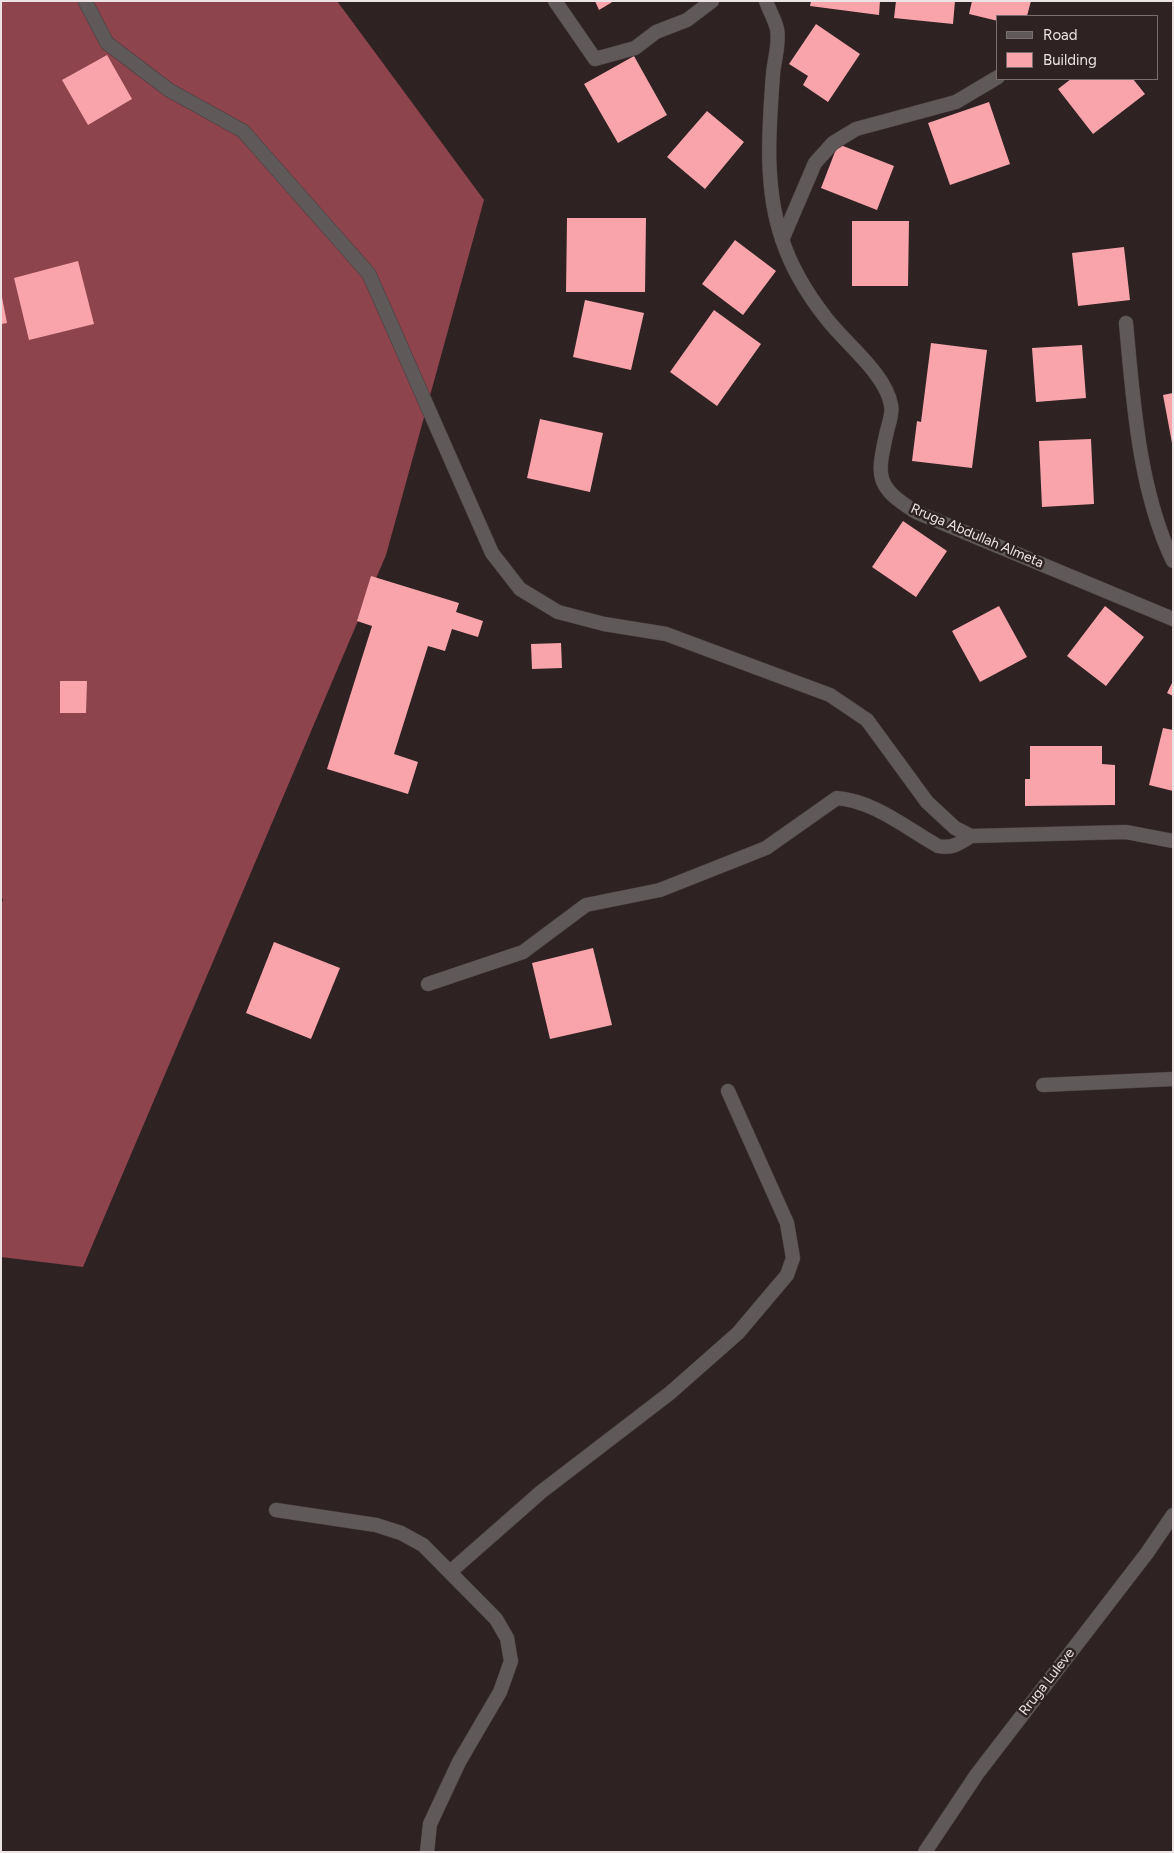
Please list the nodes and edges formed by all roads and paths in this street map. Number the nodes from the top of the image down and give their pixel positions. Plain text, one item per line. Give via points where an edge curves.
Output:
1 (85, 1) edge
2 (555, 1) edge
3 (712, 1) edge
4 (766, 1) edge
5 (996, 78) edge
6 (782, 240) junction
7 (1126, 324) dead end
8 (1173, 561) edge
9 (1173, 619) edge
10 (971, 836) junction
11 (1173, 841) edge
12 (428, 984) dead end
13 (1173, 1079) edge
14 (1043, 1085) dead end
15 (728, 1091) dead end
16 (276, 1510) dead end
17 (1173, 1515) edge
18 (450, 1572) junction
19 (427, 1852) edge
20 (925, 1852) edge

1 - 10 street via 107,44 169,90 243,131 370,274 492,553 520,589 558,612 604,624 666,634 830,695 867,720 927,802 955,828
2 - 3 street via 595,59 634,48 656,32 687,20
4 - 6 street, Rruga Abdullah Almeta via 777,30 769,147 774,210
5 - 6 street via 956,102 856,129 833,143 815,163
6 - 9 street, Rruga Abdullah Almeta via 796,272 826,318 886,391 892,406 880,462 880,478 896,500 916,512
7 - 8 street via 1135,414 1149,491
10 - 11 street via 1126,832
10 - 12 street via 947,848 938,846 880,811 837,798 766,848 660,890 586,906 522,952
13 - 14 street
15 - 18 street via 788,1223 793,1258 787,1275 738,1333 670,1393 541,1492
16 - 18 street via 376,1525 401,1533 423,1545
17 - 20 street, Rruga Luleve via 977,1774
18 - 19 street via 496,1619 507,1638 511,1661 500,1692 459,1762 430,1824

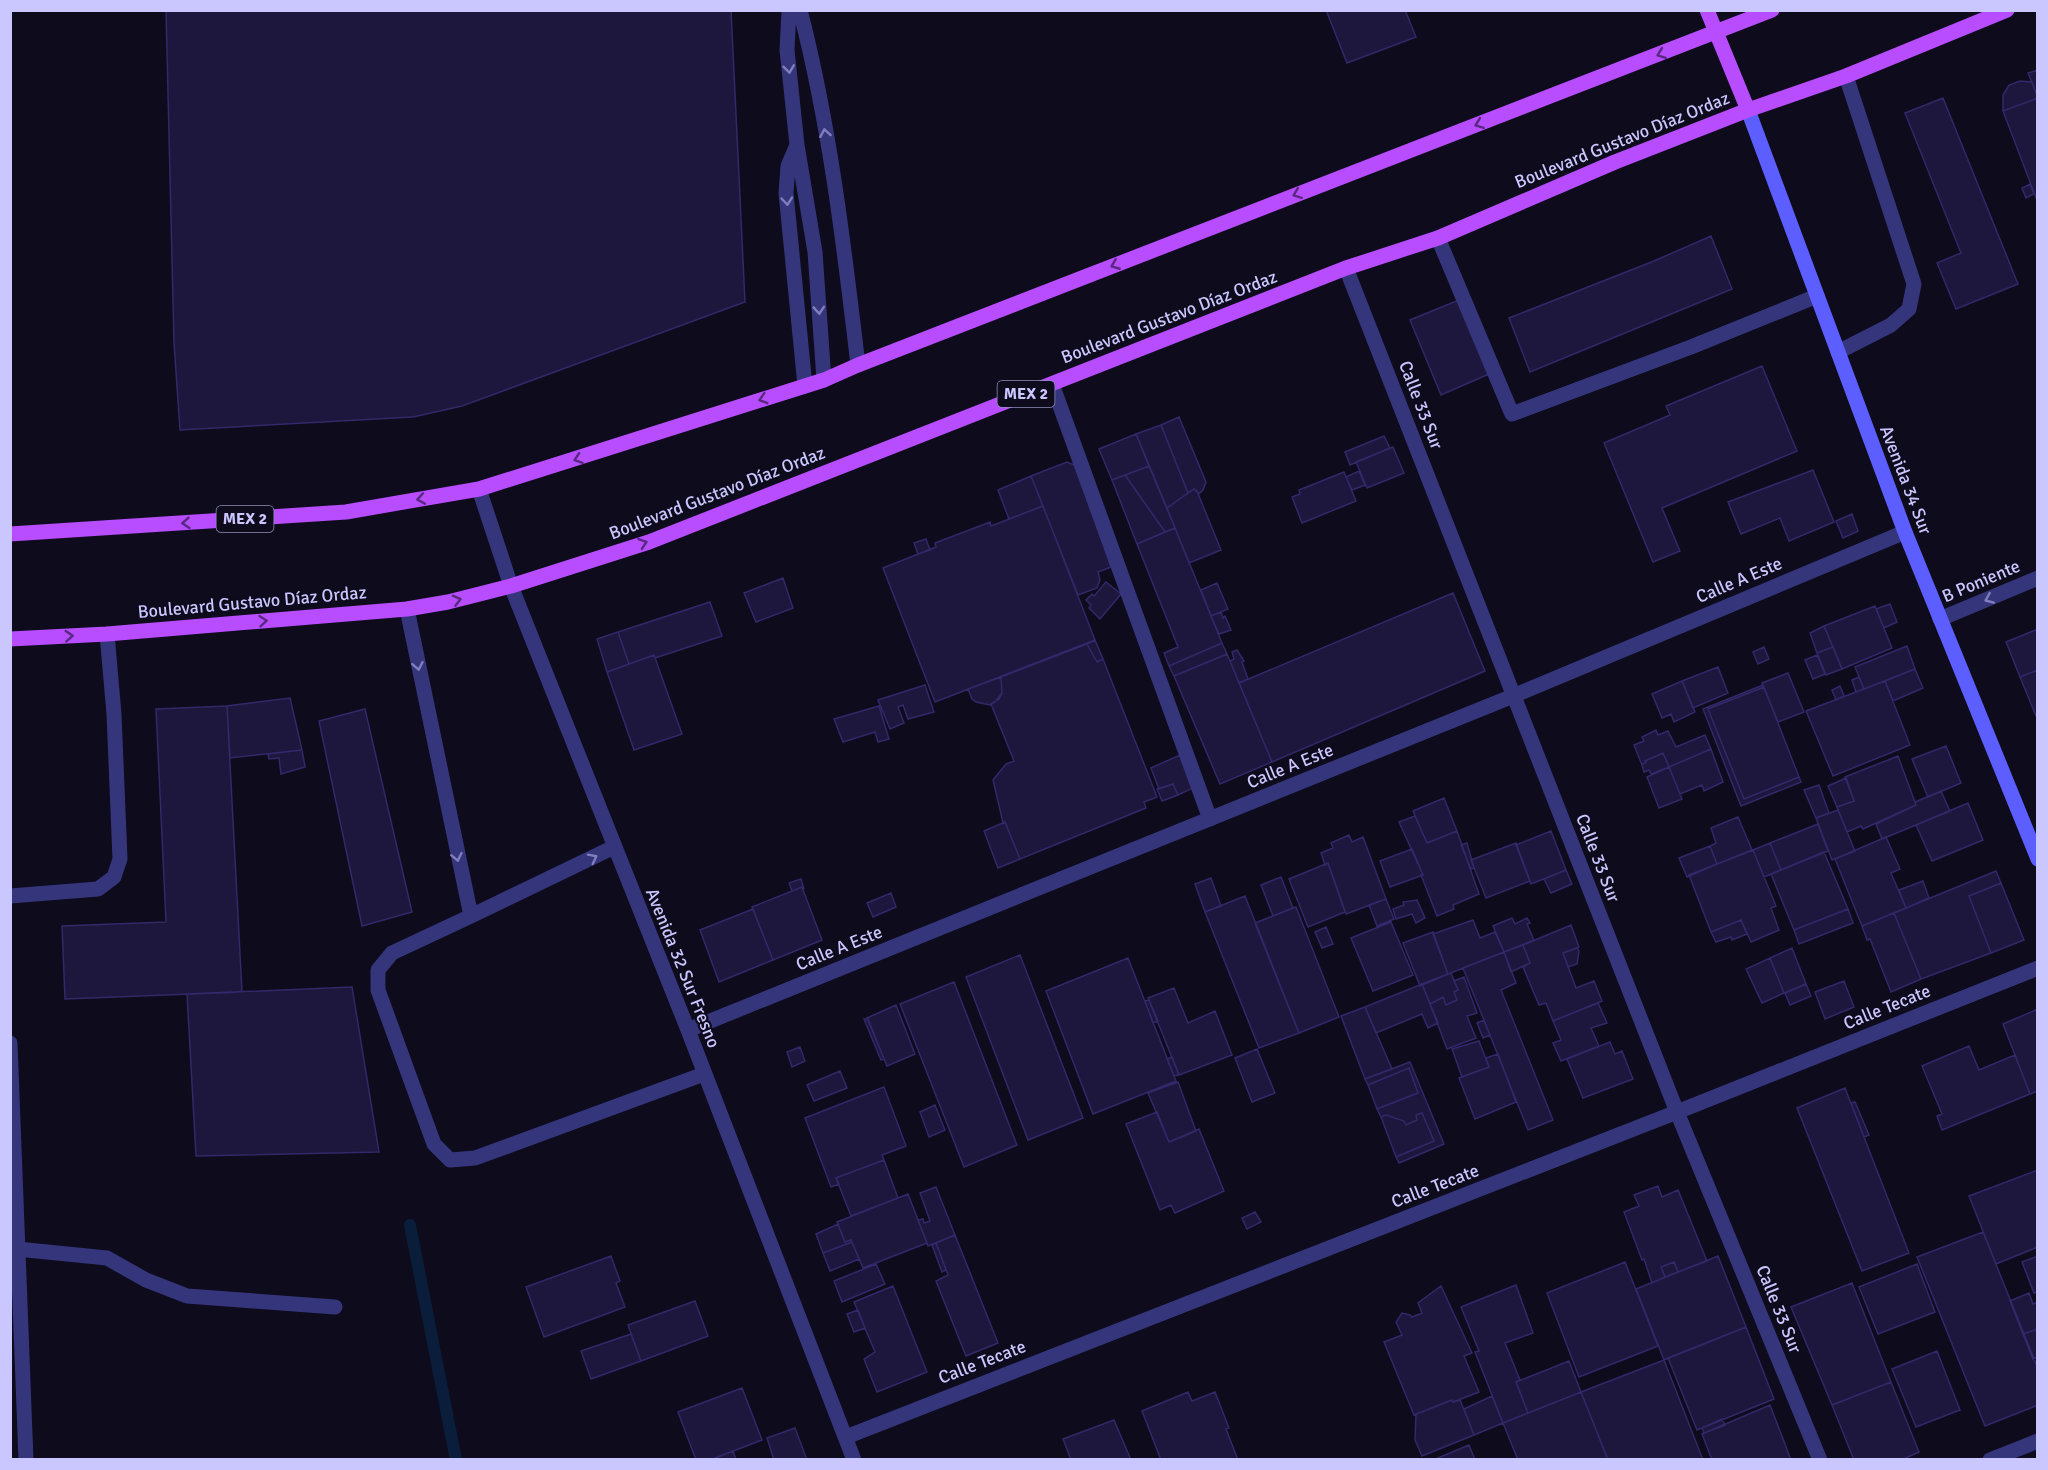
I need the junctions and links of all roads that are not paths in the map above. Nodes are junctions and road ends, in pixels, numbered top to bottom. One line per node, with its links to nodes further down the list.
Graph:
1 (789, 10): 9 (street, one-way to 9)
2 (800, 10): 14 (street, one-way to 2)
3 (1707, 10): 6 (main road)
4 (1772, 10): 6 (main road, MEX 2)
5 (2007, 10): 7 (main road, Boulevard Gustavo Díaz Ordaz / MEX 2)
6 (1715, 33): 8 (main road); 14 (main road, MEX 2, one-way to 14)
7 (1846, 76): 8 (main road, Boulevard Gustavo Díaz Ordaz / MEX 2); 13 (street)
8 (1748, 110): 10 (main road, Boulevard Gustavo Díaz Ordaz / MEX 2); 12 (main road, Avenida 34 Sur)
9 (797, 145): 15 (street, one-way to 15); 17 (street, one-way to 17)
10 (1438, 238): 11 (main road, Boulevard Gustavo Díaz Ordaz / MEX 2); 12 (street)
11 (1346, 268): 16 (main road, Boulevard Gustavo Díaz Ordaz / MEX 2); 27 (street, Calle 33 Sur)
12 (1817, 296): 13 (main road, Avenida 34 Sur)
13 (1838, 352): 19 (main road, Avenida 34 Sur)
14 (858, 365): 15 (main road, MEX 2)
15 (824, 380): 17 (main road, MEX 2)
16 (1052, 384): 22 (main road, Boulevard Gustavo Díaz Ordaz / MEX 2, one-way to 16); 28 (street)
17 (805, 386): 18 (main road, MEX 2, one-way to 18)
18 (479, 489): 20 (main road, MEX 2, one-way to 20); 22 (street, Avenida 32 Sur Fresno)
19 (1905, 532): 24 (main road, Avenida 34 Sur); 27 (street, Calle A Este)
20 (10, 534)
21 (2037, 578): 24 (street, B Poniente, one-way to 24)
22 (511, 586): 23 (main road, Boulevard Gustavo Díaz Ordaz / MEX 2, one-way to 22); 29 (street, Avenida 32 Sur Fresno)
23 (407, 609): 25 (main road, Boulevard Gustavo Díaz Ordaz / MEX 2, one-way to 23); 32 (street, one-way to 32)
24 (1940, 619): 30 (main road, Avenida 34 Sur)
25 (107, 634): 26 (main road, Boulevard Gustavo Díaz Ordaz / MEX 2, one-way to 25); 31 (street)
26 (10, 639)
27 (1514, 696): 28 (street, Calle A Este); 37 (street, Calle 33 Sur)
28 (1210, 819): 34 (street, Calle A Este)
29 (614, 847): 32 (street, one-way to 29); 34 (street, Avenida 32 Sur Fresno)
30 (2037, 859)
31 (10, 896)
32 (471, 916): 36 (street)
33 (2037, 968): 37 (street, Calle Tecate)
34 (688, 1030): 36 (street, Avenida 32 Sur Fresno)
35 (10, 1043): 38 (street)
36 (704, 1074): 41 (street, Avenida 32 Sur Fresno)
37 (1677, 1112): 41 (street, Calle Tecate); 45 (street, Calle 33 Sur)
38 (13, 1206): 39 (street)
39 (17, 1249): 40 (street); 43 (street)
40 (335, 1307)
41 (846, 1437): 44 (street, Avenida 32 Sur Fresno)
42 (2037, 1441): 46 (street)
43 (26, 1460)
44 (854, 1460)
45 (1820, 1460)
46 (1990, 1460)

┄┄┄┄┄┄┄┄┄┄

-- Problem --
Exactly as they stand, set down the lines from the start of the material through the line with "I need the junctions", both ends included, omitting the pictures.

-- Exercise output --
Please list the nodes and edges formed by all roads and paths in this street map. Number the nodes from the top of the image down and give their pixel positions. Plain text, one item per line. Give via points where an edge curves.
Output:
1 (85, 1) edge
2 (555, 1) edge
3 (712, 1) edge
4 (766, 1) edge
5 (996, 78) edge
6 (782, 240) junction
7 (1126, 324) dead end
8 (1173, 561) edge
9 (1173, 619) edge
10 (971, 836) junction
11 (1173, 841) edge
12 (428, 984) dead end
13 (1173, 1079) edge
14 (1043, 1085) dead end
15 (728, 1091) dead end
16 (276, 1510) dead end
17 (1173, 1515) edge
18 (450, 1572) junction
19 (427, 1852) edge
20 (925, 1852) edge

1 - 10 street via 107,44 169,90 243,131 370,274 492,553 520,589 558,612 604,624 666,634 830,695 867,720 927,802 955,828
2 - 3 street via 595,59 634,48 656,32 687,20
4 - 6 street, Rruga Abdullah Almeta via 777,30 769,147 774,210
5 - 6 street via 956,102 856,129 833,143 815,163
6 - 9 street, Rruga Abdullah Almeta via 796,272 826,318 886,391 892,406 880,462 880,478 896,500 916,512
7 - 8 street via 1135,414 1149,491
10 - 11 street via 1126,832
10 - 12 street via 947,848 938,846 880,811 837,798 766,848 660,890 586,906 522,952
13 - 14 street
15 - 18 street via 788,1223 793,1258 787,1275 738,1333 670,1393 541,1492
16 - 18 street via 376,1525 401,1533 423,1545
17 - 20 street, Rruga Luleve via 977,1774
18 - 19 street via 496,1619 507,1638 511,1661 500,1692 459,1762 430,1824

I need the junctions and links of all roads that are not paths in the map above. Nodes are junctions and road ends, in pixels, numbered top to bottom. One line per node, with its links to nodes further down the list.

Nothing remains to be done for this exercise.